The town has already received six proposals from contractors for the project, and on Sept. 18, a selection committee will meet to review all of the proposals, rank and narrow them down to three. The proposals will then be sent to Town Manager Dave Bullock for a final decision.

After Bullock decides on the top two proposals, the leading contractor will begin to design the project and negotiate the contract in hopes of starting to build in late 2015.

The project will take several years to build and cost a lot of money, but Sarasota Bay Estuary Program Director Mark Alderson told the Longboat Key Town Commission at its Sept. 8 regular meeting about ways for the town to secure funds for the expensive project without raising taxes.

Alderson highlighted ways to pay for the expensive new pipeline beneath Sarasota Bay through the Clean Water Act and Restore Act, using money from settlements received after the Deepwater Horizon oil spill by British Petroleum in 2010.

The Restore Trust has more than $800 million in it from the Transocean’s $1 billion civil settlement with BP in 2013.

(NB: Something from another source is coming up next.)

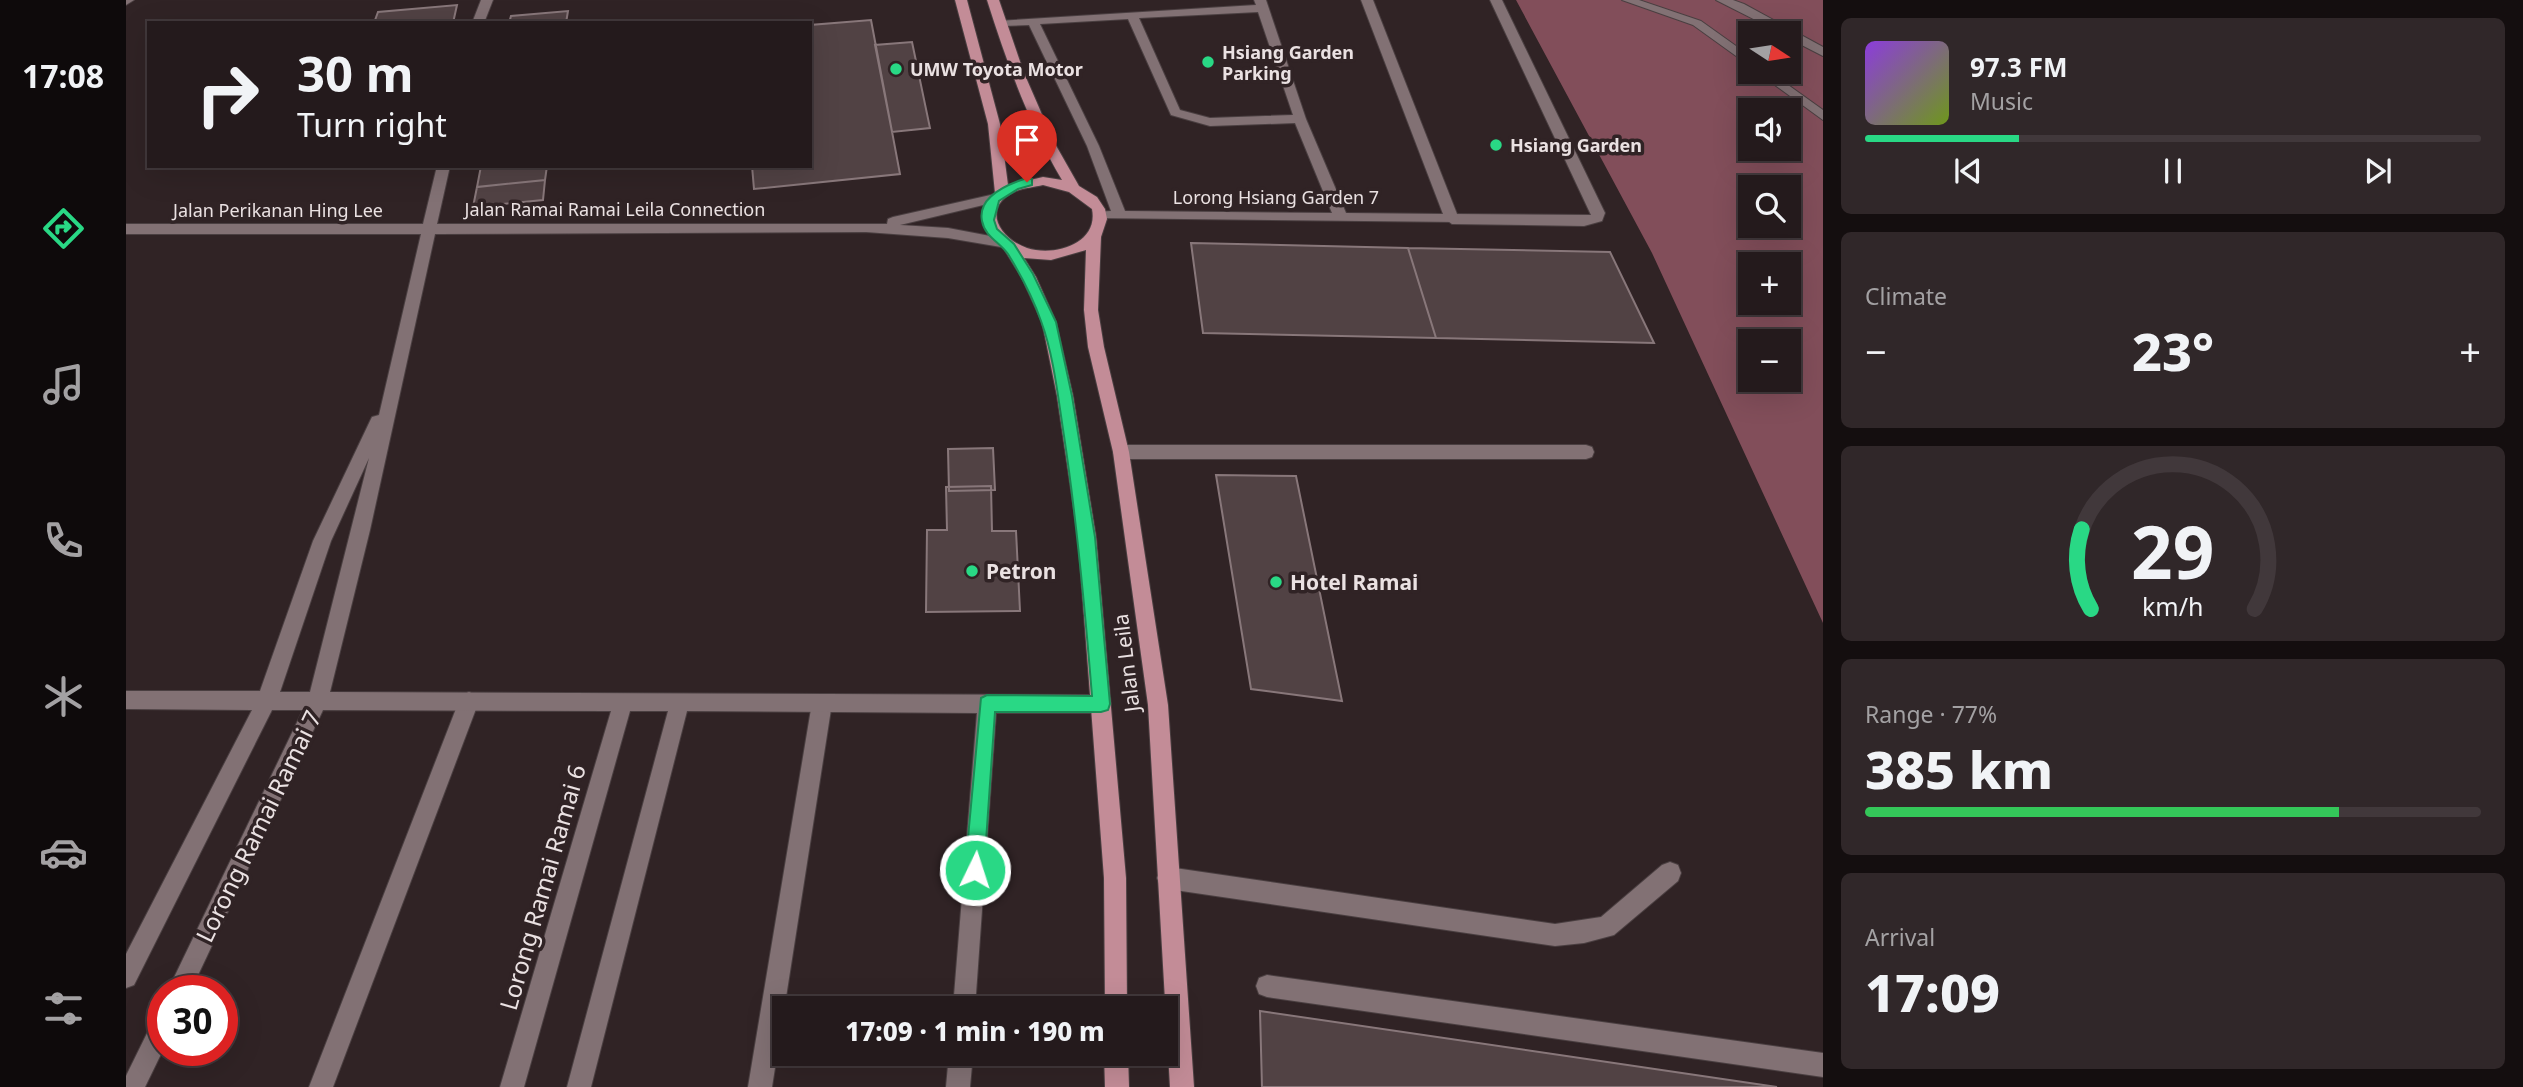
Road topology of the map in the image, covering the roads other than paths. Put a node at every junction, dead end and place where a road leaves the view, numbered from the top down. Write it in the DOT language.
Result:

And, of the $2.4 billion in fines also levied to National Fish and Wildlife Foundation, $300 million was designated for Florida.

Alderson added that the Clean Water Act grants the Federal Environmental Protection Agency authority to impose fines on parties responsible for oil spills, and that the Restore Act was then passed by Congress to disperse the fines received from the spill.

He clarified the Restore Act was passed to clarify the disbursement of money from Clean Water Act fines that resulted from the oil spill on the federal level, not ones levied by private individuals and business.

“When we had the oil spill, BP was fined by the government, and once they paid those fines the federal government decided to use that many and prevent the depravation of the surrounding waters,” he said.

Alderson said that as a federally approved conservation management planning area through the Sarasota Bay Estuary Program, his group is eligible for the use of those funds.

Longboat Key is at the top of the program’s list of Nutrients and Dissolved Oxygen Reduction Projects for a total request of $16 million in funds. Before the town receives any settlement money, though, the funding must be approved in Tallahassee before going to the federal level for approval.

“Getting that funding would help offset raising local taxes and utility fees to help pay for the project,” Alderson said. “And that would just be better all-around for the town of Longboat Key.”

Alderson said his program has been dedicated to restoring the region’s most important natural asset, Sarasota Bay, since 1989. The program strives to improve water quality, increase habitat and enhance the area’s natural resources for the use and enjoyment by the public.